De repente, caímos sem méritos de conta, na fogueirinha das nossas vaidades.
Dos estados da federação, ganhamos do resto do país como leitores assíduos, praticantes. Desconfio da segurança dessa pesquisa que nos conferiu as benesses civilizatórias de que andávamos carecendo, Não que suspeite que os cearenses não leiam. Longe de mim esse sentimento maldizente. Não me atreveria a buscar recursos para a aferição dessa preciosa informação. Preocupo-me, entretanto, com o que possam estar a ler.

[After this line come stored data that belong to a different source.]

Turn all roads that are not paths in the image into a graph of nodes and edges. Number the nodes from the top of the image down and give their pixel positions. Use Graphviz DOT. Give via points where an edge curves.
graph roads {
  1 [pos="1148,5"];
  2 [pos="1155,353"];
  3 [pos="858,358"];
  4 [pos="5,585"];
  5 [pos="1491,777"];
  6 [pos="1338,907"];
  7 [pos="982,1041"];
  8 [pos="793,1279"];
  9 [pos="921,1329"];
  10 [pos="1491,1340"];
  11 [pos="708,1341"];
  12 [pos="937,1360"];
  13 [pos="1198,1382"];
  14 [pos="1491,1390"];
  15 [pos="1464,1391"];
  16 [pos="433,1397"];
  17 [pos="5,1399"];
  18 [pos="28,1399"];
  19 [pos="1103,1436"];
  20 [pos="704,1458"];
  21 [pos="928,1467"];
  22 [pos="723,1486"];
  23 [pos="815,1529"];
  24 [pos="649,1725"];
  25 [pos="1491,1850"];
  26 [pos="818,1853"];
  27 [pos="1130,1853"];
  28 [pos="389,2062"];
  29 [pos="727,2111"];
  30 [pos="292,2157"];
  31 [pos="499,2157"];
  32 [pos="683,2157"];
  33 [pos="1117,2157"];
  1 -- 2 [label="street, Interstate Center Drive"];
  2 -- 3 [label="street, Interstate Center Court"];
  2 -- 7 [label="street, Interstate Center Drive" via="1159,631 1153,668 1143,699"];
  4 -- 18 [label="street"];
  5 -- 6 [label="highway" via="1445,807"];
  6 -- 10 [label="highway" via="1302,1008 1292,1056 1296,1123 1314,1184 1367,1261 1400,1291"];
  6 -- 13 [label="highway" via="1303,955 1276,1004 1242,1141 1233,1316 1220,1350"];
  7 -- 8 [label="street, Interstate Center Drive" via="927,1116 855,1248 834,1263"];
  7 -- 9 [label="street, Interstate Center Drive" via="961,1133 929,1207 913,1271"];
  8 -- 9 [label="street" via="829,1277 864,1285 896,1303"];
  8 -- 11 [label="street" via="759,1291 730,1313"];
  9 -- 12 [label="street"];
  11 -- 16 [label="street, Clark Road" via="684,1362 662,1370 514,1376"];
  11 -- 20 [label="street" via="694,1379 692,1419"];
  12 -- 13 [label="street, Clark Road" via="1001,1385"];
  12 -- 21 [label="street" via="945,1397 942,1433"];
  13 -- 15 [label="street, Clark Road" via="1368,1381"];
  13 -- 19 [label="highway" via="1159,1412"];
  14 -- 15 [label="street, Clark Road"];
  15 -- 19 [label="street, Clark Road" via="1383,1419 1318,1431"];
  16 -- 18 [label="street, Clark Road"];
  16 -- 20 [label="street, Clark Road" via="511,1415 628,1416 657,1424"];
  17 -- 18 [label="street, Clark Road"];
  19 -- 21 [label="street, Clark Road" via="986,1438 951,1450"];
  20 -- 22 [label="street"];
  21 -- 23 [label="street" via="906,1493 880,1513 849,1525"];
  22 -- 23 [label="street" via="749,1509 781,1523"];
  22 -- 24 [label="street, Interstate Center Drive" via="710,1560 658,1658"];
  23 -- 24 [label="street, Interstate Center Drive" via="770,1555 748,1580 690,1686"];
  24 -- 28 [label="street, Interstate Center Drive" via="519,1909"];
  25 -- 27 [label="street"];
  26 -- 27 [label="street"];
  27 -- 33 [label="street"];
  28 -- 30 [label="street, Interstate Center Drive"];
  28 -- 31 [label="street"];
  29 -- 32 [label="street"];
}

As bases do conhecimentos são construídas, como sabemos, a partir de alguns procedimentos de relevante alcance cognitivo. “Leitura, escrita e interpretação” são a trilha de uma longa caminhada que não terminará jamais.
Bárbara Freitag, educadora exemplar deixou no “Diário de uma Alfabetizadora”, o testemunho de uma experiência incomum. Descobrira que a doméstica (“secretária-do-lar”, dessas designações fantasiosas usadas para esconder o trabalho doméstico remunerado) recentemente admitida para o serviço ativo da família — era analfabeta. Decidiu-se por alfabetizá-la e deste feito memorável registrou todos os passos dessa orgia pedagógica. A leitura era, naquela casa dos Rouanet, artigo de primeira necessidade. Casal constituído por mútua afeição e pelas peregrinações, a desoras, pela filosofia, pela teoria literária, pela filologia e por outros misteriosos encargos da inteligência, nas dependências da moradia não faltavam livros em papel e os que começavam a chegar em meio digital.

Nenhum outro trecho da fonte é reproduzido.